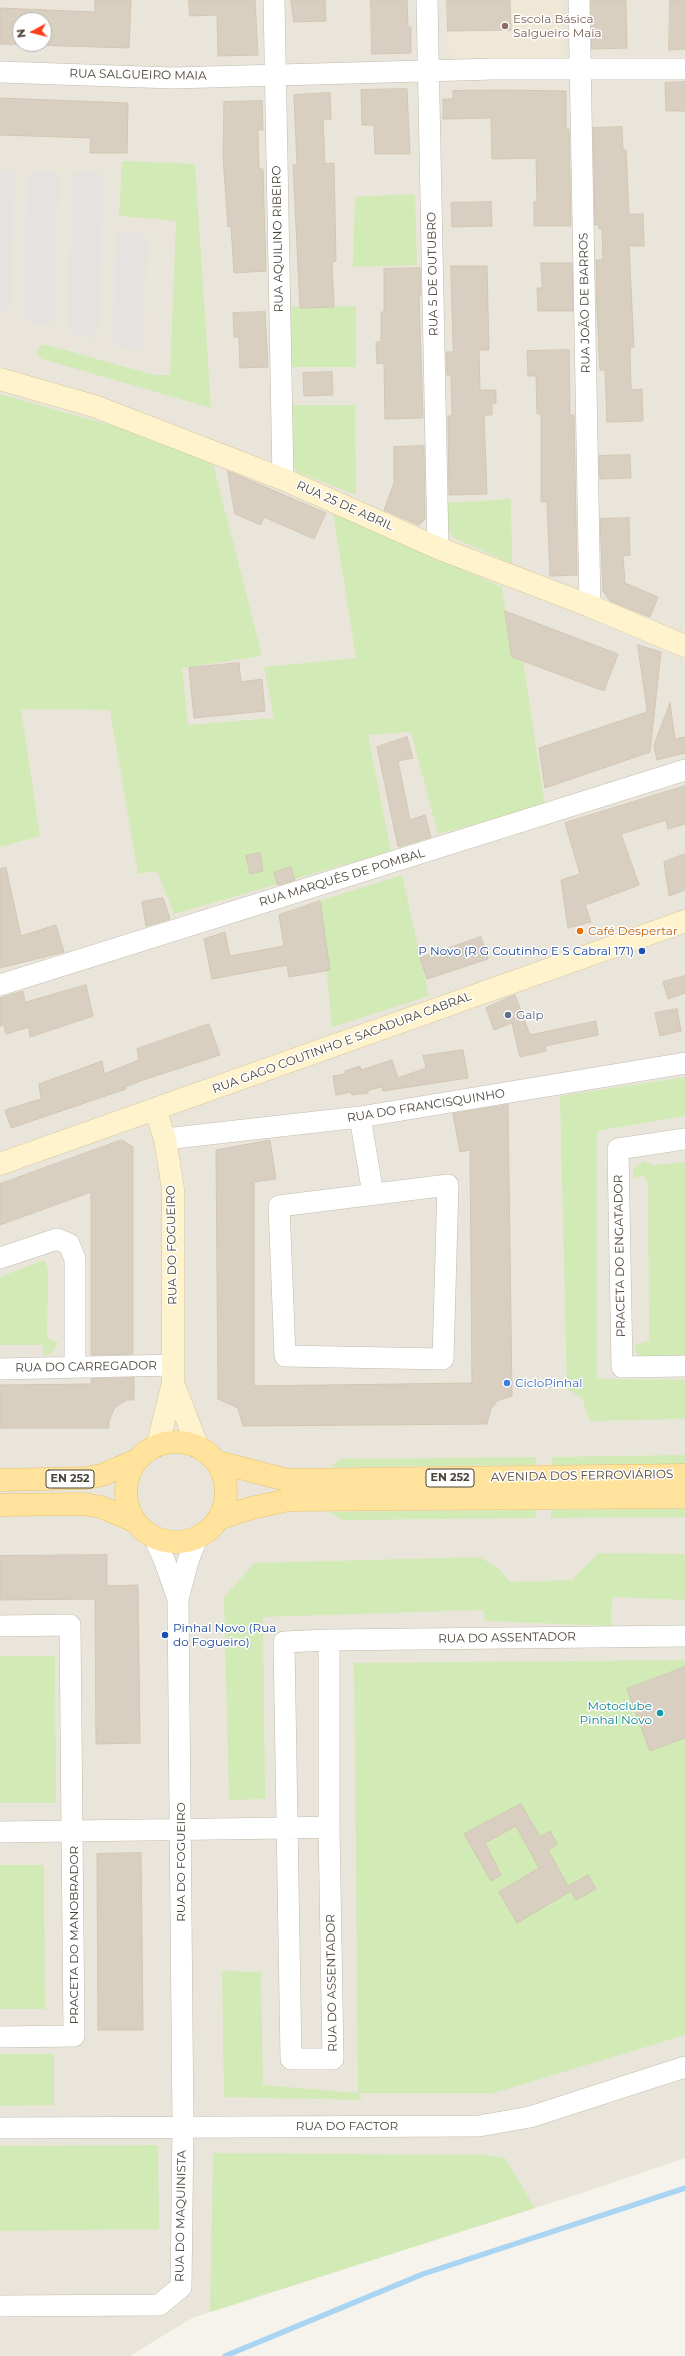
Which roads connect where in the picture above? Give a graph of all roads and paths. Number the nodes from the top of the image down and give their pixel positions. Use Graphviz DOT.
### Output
graph roads {
  1 [pos="274,0"];
  2 [pos="427,0"];
  3 [pos="579,0"];
  4 [pos="581,69"];
  5 [pos="685,69"];
  6 [pos="428,70"];
  7 [pos="0,72"];
  8 [pos="275,74"];
  9 [pos="0,379"];
  10 [pos="283,478"];
  11 [pos="438,548"];
  12 [pos="590,606"];
  13 [pos="685,646"];
  14 [pos="685,770"];
  15 [pos="685,921"];
  16 [pos="0,985"];
  17 [pos="685,1063"];
  18 [pos="155,1109"];
  19 [pos="360,1117"];
  20 [pos="685,1138"];
  21 [pos="165,1139"];
  22 [pos="0,1164"];
  23 [pos="373,1194"];
  24 [pos="0,1258"];
  25 [pos="685,1366"];
  26 [pos="75,1367"];
  27 [pos="0,1368"];
  28 [pos="173,1374"];
  29 [pos="158,1444"];
  30 [pos="196,1445"];
  31 [pos="137,1460"];
  32 [pos="217,1462"];
  33 [pos="685,1475"];
  34 [pos="0,1480"];
  35 [pos="685,1497"];
  36 [pos="0,1505"];
  37 [pos="218,1519"];
  38 [pos="136,1522"];
  39 [pos="154,1537"];
  40 [pos="197,1538"];
  41 [pos="178,1598"];
  42 [pos="0,1626"];
  43 [pos="685,1636"];
  44 [pos="329,1640"];
  45 [pos="329,1827"];
  46 [pos="288,1828"];
  47 [pos="181,1829"];
  48 [pos="74,1831"];
  49 [pos="0,1832"];
  50 [pos="0,2037"];
  51 [pos="685,2067"];
  52 [pos="183,2126"];
  53 [pos="0,2128"];
  54 [pos="0,2306"];
  1 -- 8 [label="street, RUA AQUILINO RIBEIRO"];
  2 -- 6 [label="street, RUA 5 DE OUTUBRO"];
  3 -- 4 [label="street, RUA JOÃO DE BARROS"];
  4 -- 5 [label="street, RUA SALGUEIRO MAIA"];
  4 -- 6 [label="street, RUA SALGUEIRO MAIA"];
  4 -- 12 [label="street, RUA JOÃO DE BARROS"];
  6 -- 8 [label="street, RUA SALGUEIRO MAIA"];
  6 -- 11 [label="street, RUA 5 DE OUTUBRO"];
  7 -- 8 [label="street, RUA SALGUEIRO MAIA"];
  8 -- 10 [label="street, RUA AQUILINO RIBEIRO"];
  9 -- 10 [label="street, RUA 25 DE ABRIL"];
  10 -- 11 [label="street, RUA 25 DE ABRIL"];
  11 -- 12 [label="street, RUA 25 DE ABRIL"];
  12 -- 13 [label="street, RUA 25 DE ABRIL"];
  14 -- 16 [label="street, RUA MARQUÊS DE POMBAL"];
  15 -- 18 [label="street, RUA GAGO COUTINHO E SACADURA CABRAL"];
  17 -- 19 [label="street, RUA DO FRANCISQUINHO"];
  18 -- 21 [label="street, RUA DO FOGUEIRO"];
  18 -- 22 [label="street, RUA GAGO COUTINHO E SACADURA CABRAL"];
  19 -- 21 [label="street, RUA DO FRANCISQUINHO"];
  19 -- 23 [label="street"];
  20 -- 25 [label="street, PRACETA DO ENGATADOR"];
  21 -- 28 [label="street, RUA DO FOGUEIRO"];
  23 -- 23 [label="street"];
  24 -- 26 [label="street"];
  26 -- 27 [label="street, RUA DO CARREGADOR"];
  26 -- 28 [label="street, RUA DO CARREGADOR"];
  28 -- 29 [label="street, RUA DO FOGUEIRO"];
  28 -- 30 [label="street, RUA DO FOGUEIRO"];
  29 -- 30 [label="main road, AVENIDA DOS FERROVIÁRIOS / EN 252"];
  29 -- 31 [label="main road, AVENIDA DOS FERROVIÁRIOS / EN 252"];
  30 -- 32 [label="main road, AVENIDA DOS FERROVIÁRIOS / EN 252"];
  31 -- 34 [label="main road, AVENIDA DOS FERROVIÁRIOS / EN 252"];
  31 -- 38 [label="main road, AVENIDA DOS FERROVIÁRIOS / EN 252"];
  32 -- 33 [label="main road, AVENIDA DOS FERROVIÁRIOS / EN 252"];
  32 -- 37 [label="main road, AVENIDA DOS FERROVIÁRIOS / EN 252"];
  35 -- 37 [label="main road, AVENIDA DOS FERROVIÁRIOS / EN 252"];
  36 -- 38 [label="main road, AVENIDA DOS FERROVIÁRIOS / EN 252"];
  37 -- 40 [label="main road, AVENIDA DOS FERROVIÁRIOS / EN 252"];
  38 -- 39 [label="main road, AVENIDA DOS FERROVIÁRIOS / EN 252"];
  39 -- 40 [label="main road, AVENIDA DOS FERROVIÁRIOS / EN 252"];
  39 -- 41 [label="street"];
  40 -- 41 [label="street"];
  41 -- 47 [label="street, RUA DO FOGUEIRO"];
  42 -- 48 [label="street"];
  43 -- 44 [label="street, RUA DO ASSENTADOR"];
  44 -- 45 [label="street, RUA DO ASSENTADOR"];
  44 -- 46 [label="street, RUA DO ASSENTADOR"];
  45 -- 46 [label="street"];
  45 -- 46 [label="street, RUA DO ASSENTADOR"];
  46 -- 47 [label="street"];
  47 -- 48 [label="street"];
  47 -- 52 [label="street, RUA DO FOGUEIRO"];
  48 -- 49 [label="street"];
  48 -- 50 [label="street, PRACETA DO MANOBRADOR"];
  51 -- 52 [label="street, RUA DO FACTOR"];
  52 -- 53 [label="street, RUA DO FACTOR"];
  52 -- 54 [label="street, RUA DO MAQUINISTA"];
}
◇ ◇ ◇ ◇ ◇ ◇ ◇
## Exercise goal
Go through the data and copy every line that includes "PRACETA".

## Answer section
  20 -- 25 [label="street, PRACETA DO ENGATADOR"];
  48 -- 50 [label="street, PRACETA DO MANOBRADOR"];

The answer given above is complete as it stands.